We will use SegmentationDag search space for this example

In [None]:
from archai.discrete_search.search_spaces.cv import SegmentationDagSearchSpace

In [None]:
ss = SegmentationDagSearchSpace(nb_classes=1, img_size=(64, 64), max_layers=5, seed=11)

In [None]:
m = ss.random_sample()
m.arch.view()

`SegmentationDagSearchSpace` is a subclass of `EvolutionarySearchSpace`, so `mutate` and `crossover` methods are already implemented

In [None]:
ss.mutate(m).arch.view()

## Evaluating models

`Evaluators` are the main tool used to evaluate architectures in given criteria (task performance, speed, size, etc.). Archai supports two types of `Evaluators`:

* ModelEvaluator ([archai.discrete_search.api.evaluator.ModelEvaluator](https://microsoft.github.io/archai/reference/api/archai.discrete_search.api.html#module-archai.discrete_search.api.evaluator.ModelEvaluator))
    * Evaluates a model: `ModelEvaluator.evaluate(model, budget)`

* AsyncModelEvaluator ([archai.discrete_search.api.evaluator.AsyncModelEvaluator](https://microsoft.github.io/archai/reference/api/archai.discrete_search.api.html#module-archai.discrete_search.api.evaluator.AsyncModelEvaluator)):
    * Sends an evaluation job: `AsyncModelEvaluator.send(model, budget)`
    * Fetches all evaluation jobs from the queue: `AsyncObjective.fetch_all()` 
  
A synchronous evaluator (`ModelEvaluator`) is computed by the search algorithm in a sequential fashion, while an asynchronous evaluator (`AsyncModelEvaluator`) sends evaluation jobs to a queue and fetches the results later, and thus can be used to evaluate models remotely or in a distributed fashion.
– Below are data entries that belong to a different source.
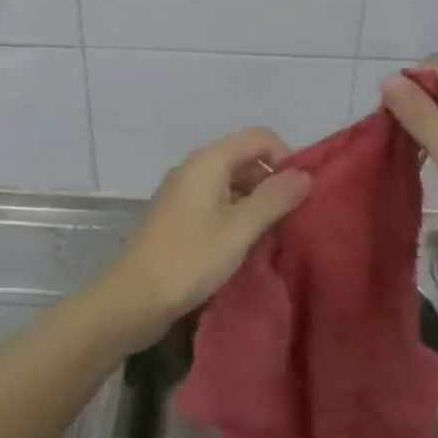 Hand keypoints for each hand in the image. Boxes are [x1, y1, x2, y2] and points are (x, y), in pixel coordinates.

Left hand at [95, 127, 311, 348]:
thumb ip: (274, 198)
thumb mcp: (239, 229)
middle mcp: (196, 167)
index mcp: (209, 160)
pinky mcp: (181, 216)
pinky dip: (239, 215)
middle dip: (274, 181)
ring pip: (234, 182)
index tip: (300, 194)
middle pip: (246, 157)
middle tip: (294, 218)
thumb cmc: (188, 259)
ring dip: (258, 201)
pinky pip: (219, 202)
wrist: (132, 300)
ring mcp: (185, 192)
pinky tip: (249, 244)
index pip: (260, 137)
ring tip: (276, 234)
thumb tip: (305, 175)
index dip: (286, 158) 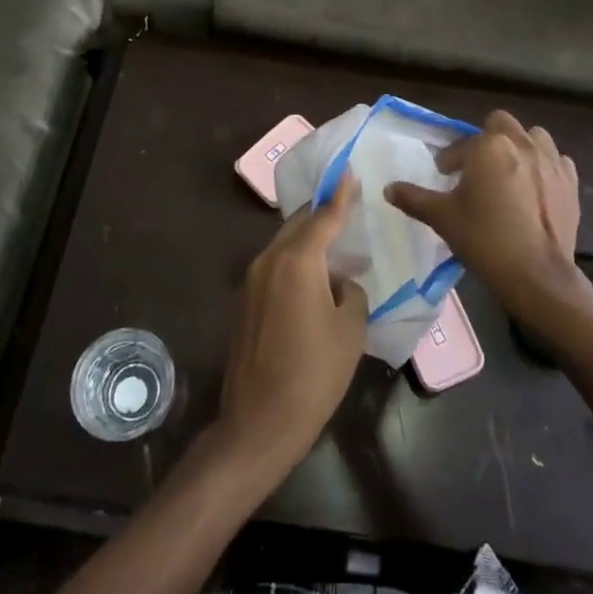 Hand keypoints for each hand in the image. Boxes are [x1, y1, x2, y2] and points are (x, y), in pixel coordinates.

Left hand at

The `ArchaiModel` object passed to the evaluator objects can be used to access the architecture, if necessary. Some objectives will actively use the a dataset (e.g task accuracy), while others (e.g FLOPs, latency, memory) may not.

The `budget` argument, if provided, is a multiplier value used by search algorithms like `SucessiveHalving` to specify how much compute should be spent on the evaluation.
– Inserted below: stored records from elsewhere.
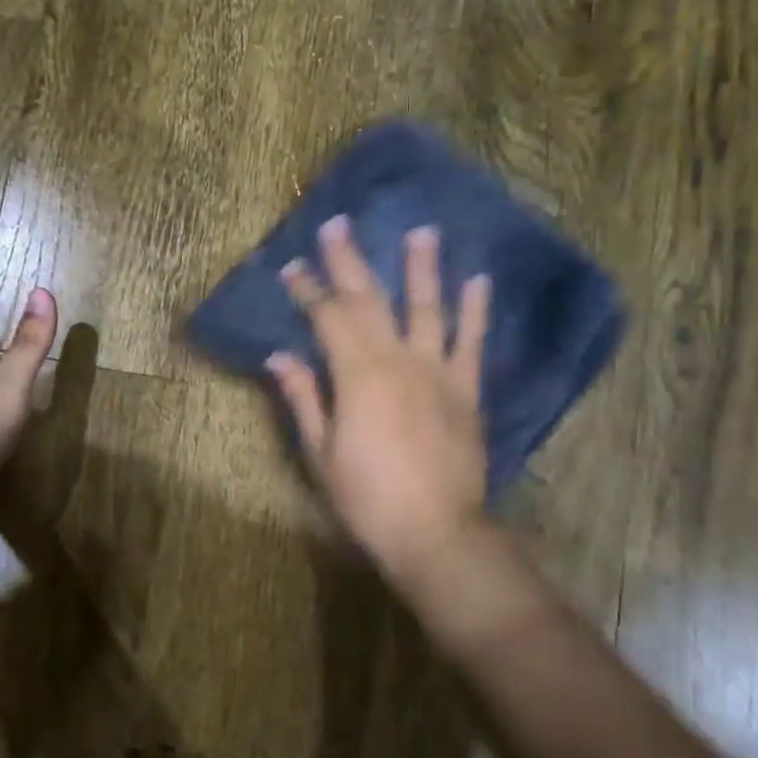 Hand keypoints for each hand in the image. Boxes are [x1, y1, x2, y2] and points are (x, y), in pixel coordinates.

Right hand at [268, 216, 491, 579]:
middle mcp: (398, 360)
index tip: (292, 267)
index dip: (308, 291)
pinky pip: (472, 343)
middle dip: (350, 262)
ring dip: (422, 268)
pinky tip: (478, 281)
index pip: (327, 319)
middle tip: (339, 225)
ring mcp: (438, 372)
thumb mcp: (321, 452)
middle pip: (370, 301)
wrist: (437, 533)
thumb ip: (303, 398)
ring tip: (422, 231)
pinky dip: (475, 311)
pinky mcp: (467, 390)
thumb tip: (279, 357)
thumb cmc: (368, 498)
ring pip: (428, 309)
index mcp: (357, 375)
Read more about Evaluators [here](https://microsoft.github.io/archai/reference/api/archai.discrete_search.api.html#module-archai.discrete_search.api.evaluator). You can find a list of built-in evaluators in `archai.discrete_search.evaluators`.

### Example: Using a built-in evaluator (`AvgOnnxLatency`)

Let's use a built-in evaluator to measure ONNX latency of PyTorch models

In [None]:
from archai.discrete_search.evaluators import AvgOnnxLatency

In [None]:
onnx_latency_obj = AvgOnnxLatency(input_shape=(1, 3, 64, 64))
onnx_latency_obj.evaluate(model=ss.random_sample(), budget=None)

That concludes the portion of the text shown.